M1 macrophage polarization is modulated by the release of mitochondrial DNA (mtDNA) and induces the inflammatory immune response, which is further increased by the generation of mitochondrial reactive oxygen species (mtROS). The pyrimidine nucleotide carrier SLC25A33 is located in the mitochondrial inner membrane and is linked to mtDNA synthesis, but its role in the M1 macrophage inflammatory immune response remains unclear. Here, we elucidate the regulatory mechanisms responsible for upregulation of SLC25A33 expression during M1 macrophage polarization, SLC25A33-mediated mtROS production, and the inflammatory response.
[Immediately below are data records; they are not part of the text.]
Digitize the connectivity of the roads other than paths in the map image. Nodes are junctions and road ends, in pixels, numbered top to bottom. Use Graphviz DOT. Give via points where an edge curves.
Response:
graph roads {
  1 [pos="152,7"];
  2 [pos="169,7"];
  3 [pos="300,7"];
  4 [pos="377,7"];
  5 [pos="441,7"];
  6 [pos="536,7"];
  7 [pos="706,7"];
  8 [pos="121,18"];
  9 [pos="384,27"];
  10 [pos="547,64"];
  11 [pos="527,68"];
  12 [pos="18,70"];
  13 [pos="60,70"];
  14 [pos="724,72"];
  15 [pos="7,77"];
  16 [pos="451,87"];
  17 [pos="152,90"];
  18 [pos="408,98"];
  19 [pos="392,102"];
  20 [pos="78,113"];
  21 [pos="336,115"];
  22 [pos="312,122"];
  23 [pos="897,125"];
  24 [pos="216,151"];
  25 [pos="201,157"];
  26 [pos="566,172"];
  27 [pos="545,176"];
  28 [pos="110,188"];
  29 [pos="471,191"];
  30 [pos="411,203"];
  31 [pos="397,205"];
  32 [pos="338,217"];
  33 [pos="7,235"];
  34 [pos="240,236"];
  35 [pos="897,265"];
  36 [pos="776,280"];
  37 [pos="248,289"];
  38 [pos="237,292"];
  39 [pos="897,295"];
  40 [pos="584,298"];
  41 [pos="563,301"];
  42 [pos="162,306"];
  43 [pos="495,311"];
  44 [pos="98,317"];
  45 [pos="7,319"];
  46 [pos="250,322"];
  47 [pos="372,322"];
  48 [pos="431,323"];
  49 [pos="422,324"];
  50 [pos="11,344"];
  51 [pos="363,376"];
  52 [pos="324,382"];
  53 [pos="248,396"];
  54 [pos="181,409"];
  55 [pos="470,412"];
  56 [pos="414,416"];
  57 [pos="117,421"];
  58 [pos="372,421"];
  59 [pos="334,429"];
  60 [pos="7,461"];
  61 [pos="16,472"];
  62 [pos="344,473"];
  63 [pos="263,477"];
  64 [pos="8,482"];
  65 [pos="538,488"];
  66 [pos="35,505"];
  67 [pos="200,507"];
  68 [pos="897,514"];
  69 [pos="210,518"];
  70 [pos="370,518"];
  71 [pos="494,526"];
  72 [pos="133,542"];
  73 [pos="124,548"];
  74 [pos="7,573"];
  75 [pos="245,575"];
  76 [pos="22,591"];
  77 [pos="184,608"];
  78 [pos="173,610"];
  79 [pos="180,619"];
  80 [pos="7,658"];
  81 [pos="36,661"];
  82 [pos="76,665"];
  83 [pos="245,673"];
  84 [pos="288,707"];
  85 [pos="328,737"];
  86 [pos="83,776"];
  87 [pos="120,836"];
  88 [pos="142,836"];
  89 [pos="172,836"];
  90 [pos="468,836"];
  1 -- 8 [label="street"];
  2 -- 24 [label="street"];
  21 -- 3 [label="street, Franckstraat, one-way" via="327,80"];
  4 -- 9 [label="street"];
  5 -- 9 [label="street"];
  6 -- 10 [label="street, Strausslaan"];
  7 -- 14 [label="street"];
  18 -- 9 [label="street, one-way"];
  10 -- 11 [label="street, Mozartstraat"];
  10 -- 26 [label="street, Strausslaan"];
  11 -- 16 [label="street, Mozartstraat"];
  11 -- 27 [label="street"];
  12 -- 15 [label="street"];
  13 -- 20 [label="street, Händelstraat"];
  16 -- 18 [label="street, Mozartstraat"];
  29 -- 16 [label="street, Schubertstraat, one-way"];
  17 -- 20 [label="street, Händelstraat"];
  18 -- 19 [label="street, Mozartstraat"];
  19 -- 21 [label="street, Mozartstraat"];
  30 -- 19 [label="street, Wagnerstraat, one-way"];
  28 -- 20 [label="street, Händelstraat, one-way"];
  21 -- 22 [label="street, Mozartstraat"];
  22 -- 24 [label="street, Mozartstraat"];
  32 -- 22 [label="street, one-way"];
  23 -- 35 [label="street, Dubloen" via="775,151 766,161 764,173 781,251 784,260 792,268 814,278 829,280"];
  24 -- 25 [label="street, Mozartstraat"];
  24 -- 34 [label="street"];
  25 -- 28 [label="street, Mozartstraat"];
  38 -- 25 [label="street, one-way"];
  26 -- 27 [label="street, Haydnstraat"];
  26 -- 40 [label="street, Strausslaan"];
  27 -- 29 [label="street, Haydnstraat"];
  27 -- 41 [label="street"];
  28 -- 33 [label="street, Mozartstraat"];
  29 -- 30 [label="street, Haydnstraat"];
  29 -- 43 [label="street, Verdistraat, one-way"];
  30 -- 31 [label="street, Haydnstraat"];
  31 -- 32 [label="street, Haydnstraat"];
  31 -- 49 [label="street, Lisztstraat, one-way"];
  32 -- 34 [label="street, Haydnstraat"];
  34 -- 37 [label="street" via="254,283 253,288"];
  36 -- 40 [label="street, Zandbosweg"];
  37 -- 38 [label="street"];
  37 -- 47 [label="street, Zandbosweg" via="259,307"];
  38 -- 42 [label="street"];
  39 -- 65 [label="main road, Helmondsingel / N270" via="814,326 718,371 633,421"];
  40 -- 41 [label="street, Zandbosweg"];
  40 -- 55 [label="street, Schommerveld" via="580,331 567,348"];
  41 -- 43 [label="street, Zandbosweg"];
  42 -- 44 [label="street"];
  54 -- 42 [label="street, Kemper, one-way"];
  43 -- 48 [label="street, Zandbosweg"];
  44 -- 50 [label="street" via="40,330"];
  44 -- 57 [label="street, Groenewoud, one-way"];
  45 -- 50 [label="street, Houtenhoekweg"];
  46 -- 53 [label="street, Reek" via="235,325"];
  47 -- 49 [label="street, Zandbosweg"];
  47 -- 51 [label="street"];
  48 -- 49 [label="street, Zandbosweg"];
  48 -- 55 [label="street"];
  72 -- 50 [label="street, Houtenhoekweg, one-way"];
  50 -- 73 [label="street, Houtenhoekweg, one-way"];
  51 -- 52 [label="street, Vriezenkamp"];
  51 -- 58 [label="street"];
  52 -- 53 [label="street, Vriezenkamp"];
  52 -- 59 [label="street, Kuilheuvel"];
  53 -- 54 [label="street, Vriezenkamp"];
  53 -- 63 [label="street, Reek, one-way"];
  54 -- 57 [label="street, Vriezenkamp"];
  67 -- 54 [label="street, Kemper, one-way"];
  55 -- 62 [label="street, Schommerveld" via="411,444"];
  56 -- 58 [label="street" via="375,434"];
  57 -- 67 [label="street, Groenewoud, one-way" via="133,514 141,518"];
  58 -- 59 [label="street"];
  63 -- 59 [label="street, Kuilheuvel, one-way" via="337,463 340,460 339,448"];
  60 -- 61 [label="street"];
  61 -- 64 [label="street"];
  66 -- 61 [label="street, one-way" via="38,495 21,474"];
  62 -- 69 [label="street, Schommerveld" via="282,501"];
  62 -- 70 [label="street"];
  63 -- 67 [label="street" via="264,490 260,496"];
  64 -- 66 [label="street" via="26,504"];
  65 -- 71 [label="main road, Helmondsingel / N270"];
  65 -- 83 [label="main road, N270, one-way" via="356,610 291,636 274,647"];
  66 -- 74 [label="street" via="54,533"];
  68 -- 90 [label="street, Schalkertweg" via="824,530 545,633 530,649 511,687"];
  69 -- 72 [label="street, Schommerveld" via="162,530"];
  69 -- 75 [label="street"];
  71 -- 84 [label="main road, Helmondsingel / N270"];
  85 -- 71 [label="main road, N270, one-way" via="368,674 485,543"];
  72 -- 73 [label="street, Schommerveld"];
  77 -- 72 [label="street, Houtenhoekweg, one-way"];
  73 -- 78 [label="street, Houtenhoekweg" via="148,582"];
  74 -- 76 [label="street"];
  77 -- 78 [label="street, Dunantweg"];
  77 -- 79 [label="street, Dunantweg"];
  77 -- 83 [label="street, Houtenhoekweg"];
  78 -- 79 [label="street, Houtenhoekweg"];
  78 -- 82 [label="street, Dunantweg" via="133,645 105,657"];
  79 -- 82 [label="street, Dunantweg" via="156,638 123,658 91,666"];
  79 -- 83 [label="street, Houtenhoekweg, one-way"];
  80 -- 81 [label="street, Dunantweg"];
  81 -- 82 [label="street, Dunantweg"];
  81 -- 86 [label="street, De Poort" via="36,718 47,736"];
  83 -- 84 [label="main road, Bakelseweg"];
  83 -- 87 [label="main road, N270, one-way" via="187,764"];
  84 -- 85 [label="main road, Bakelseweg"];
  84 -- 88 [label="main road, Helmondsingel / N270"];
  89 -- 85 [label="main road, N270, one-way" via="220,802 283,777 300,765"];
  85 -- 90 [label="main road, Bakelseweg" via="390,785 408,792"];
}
SLC25A33 expression was significantly elevated in CD14+ monocytes derived from patients with sepsis and LPS/interferon-gamma (IFN-γ)-stimulated peritoneal macrophages (PMs). SLC25A33 was upregulated by ATF4 through the MyD88-PI3K-mTORC1 pathway in LPS/IFN-γ-stimulated PMs. Furthermore, SLC25A33 increased mtDNA synthesis and the release of mtDNA into the cytosol, which was facilitated by mtROS-mediated voltage-dependent anion channel (VDAC) oligomer formation, thereby contributing to activation of the cGAS-STING inflammatory pathway. Conversely, SLC25A33 knockdown and pyridoxal 5'-phosphate treatment, which inhibits SLC25A33 activity, decreased mtDNA release and reduced M1 macrophage polarization and associated inflammatory responses. These findings were consistent across in vitro and in vivo sepsis models, as well as in septic patients with liver abscesses. Our findings underscore the significant role of SLC25A33 in inflammation, suggesting that targeting of SLC25A33 could be a promising therapeutic strategy for the management of M1 macrophage-mediated inflammatory diseases, including sepsis.